The Fiji Labour Party stands vindicated in its condemnation of the regime’s imposed 2013 constitution.
This is what we said about it in our 2014 Election Manifesto:
It is undemocratic and merely entrenches the old order established since April 2009. It is meant to consolidate the regime’s hold on power. It contains no input from the public at large and does not reflect the will of the people.
It continues the absolutism Fiji has experienced in the past 7 years under the regime :
All draconian decrees promulgated since 2009 continue in force, overriding the human rights provisions of the constitution. They violate core international conventions and instruments on the basic rights of the people.
It does not observe the doctrine of separation of powers between the executive, legislature and the judiciary. The judiciary remains compromised with the Attorney General retaining influence over the appointments of judges, magistrates, the Solicitor General and the Director of Public Prosecutions.
Civil, political, human and trade unions rights embodied in the Bill of Rights are effectively derogated with the continued enforcement of the draconian decrees.
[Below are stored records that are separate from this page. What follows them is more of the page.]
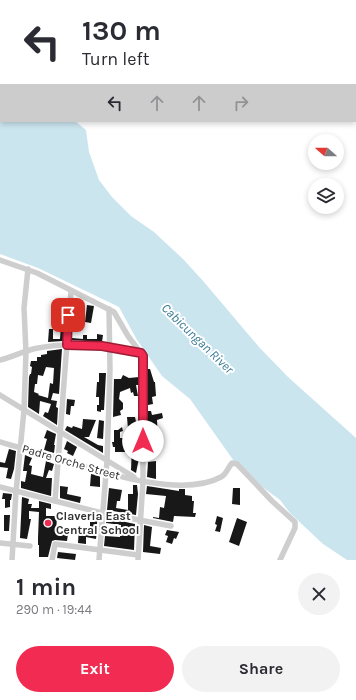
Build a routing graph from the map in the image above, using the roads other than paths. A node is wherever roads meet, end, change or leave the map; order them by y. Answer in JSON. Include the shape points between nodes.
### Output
{"nodes":[{"id":1,"x":0,"y":260,"type":"edge"},
{"id":2,"x":28,"y":269,"type":"junction"},
{"id":3,"x":71,"y":290,"type":"junction"},
{"id":4,"x":109,"y":309,"type":"junction"},
{"id":5,"x":67,"y":345,"type":"junction"},
{"id":6,"x":110,"y":346,"type":"junction"},
{"id":7,"x":26,"y":352,"type":"junction"},
{"id":8,"x":141,"y":353,"type":"junction"},
{"id":9,"x":0,"y":360,"type":"edge"},
{"id":10,"x":0,"y":395,"type":"edge"},
{"id":11,"x":24,"y":410,"type":"junction"},
{"id":12,"x":60,"y":431,"type":"junction"},
{"id":13,"x":0,"y":442,"type":"edge"},
{"id":14,"x":21,"y":448,"type":"junction"},
{"id":15,"x":59,"y":459,"type":"junction"},
{"id":16,"x":107,"y":461,"type":"junction"},
{"id":17,"x":106,"y":473,"type":"junction"},
{"id":18,"x":141,"y":481,"type":"junction"},
{"id":19,"x":0,"y":487,"type":"edge"},
{"id":20,"x":16,"y":492,"type":"junction"},
{"id":21,"x":55,"y":501,"type":"junction"},
{"id":22,"x":102,"y":513,"type":"junction"},
{"id":23,"x":140,"y":521,"type":"junction"},
{"id":24,"x":170,"y":526,"type":"dead end"},
{"id":25,"x":0,"y":543,"type":"edge"},
{"id":26,"x":13,"y":544,"type":"junction"},
{"id":27,"x":30,"y":546,"type":"dead end"},
{"id":28,"x":100,"y":550,"type":"junction"},
{"id":29,"x":138,"y":557,"type":"edge"},
{"id":30,"x":12,"y":560,"type":"edge"},
{"id":31,"x":52,"y":560,"type":"edge"},
{"id":32,"x":99,"y":560,"type":"edge"},
{"id":33,"x":280,"y":560,"type":"edge"}],
"edges":[{"from":1,"to":2,"type":"street"},
{"from":2,"to":3,"type":"street"},
{"from":2,"to":7,"type":"street","via":[[24,308]]},
{"from":3,"to":4,"type":"street"},
{"from":3,"to":5,"type":"street"},
{"from":4,"to":6,"type":"street"},
{"from":4,"to":8,"type":"street","via":[[114,312]]},
{"from":5,"to":6,"type":"street"},
{"from":5,"to":7,"type":"street","via":[[36,348]]},
{"from":5,"to":12,"type":"street"},
{"from":6,"to":8,"type":"street"},
{"from":6,"to":16,"type":"street"},
{"from":7,"to":9,"type":"street"},
{"from":7,"to":11,"type":"street"},
{"from":8,"to":18,"type":"street"},
{"from":10,"to":11,"type":"street"},
{"from":11,"to":12,"type":"street"},
{"from":11,"to":14,"type":"street"},
{"from":12,"to":15,"type":"street"},
{"from":12,"to":16,"type":"street"},
{"from":13,"to":14,"type":"street","name":"Padre Orche Street"},
{"from":14,"to":15,"type":"street","name":"Padre Orche Street"},
{"from":14,"to":20,"type":"street"},
{"from":15,"to":17,"type":"street","name":"Padre Orche Street"},
{"from":15,"to":21,"type":"street"},
{"from":16,"to":17,"type":"street"},
{"from":16,"to":18,"type":"street"},
{"from":17,"to":18,"type":"street","name":"Padre Orche Street"},
{"from":17,"to":22,"type":"street"},
{"from":18,"to":23,"type":"street"},
{"from":18,"to":33,"type":"street","name":"Padre Orche Street","via":[[184,485],[200,483],[215,480],[222,476],[232,463],[237,464],[295,522],[295,528]]},
{"from":19,"to":20,"type":"street"},
{"from":20,"to":21,"type":"street"},
{"from":20,"to":26,"type":"street"},
{"from":21,"to":22,"type":"street"},
{"from":22,"to":23,"type":"street"},
{"from":22,"to":28,"type":"street"},
{"from":23,"to":24,"type":"street"},
{"from":23,"to":29,"type":"street"},
{"from":25,"to":26,"type":"street"},
{"from":26,"to":27,"type":"street"},
{"from":26,"to":30,"type":"street"},
{"from":28,"to":29,"type":"street"},
{"from":28,"to":31,"type":"street","via":[[54,544]]},
{"from":28,"to":32,"type":"street"}]}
The ban on trade unionists to participate in the political life of the nation remains.
It lacks provisions requiring transparency and accountability in the affairs of the State: the pillars of good governance
It concentrates wide powers in the hands of the Prime Minister and the Attorney General to the exclusion of checks and balances against abuse of such powers.
It removes the privileged status given to Land issues in all previous Fiji constitutions, creating acute insecurity among both the landowner and the tenant communities
It lacks provisions to protect and ensure the rights of women
Free, fair and credible elections cannot be held under this constitution because the Electoral Commission and the Supervisor of Elections continue to be beholden to the Attorney General, and are not independent as is the requirement under democratic norms.
We have been proven right.
The UN Human Rights Council’s Working Group on Fiji has called for a comprehensive review of the constitution to reflect the will of the people. There is an assumption here that the constitution does not reflect the will of the people. And that is, indeed, correct.
However, the suggestion by UNHRC that Fiji consider establishing a Constitution Commission to undertake the review, can be more effectively dealt with by simply reinstating the Ghai Commission draft constitution for public consultation before being laid in parliament for its consideration.
The job of producing an inclusive constitution reflective of the will of the people was accomplished by the Ghai Commission in 2012. The draft was presented to President Ratu Epeli Nailatikau for it to be referred to a constituent assembly for debate and adoption. The assembly was never appointed.
The draft was trashed by Ratu Epeli, Bainimarama and Khaiyum because they did not consider it would be good for Fiji’s future although all political parties, then existing, had endorsed it.
Thus, a draft constitution modeled on democratic governance framework was discarded for a tailor-made document which has failed the scrutiny of the world’s top human rights body.
Let us see what the regime does next!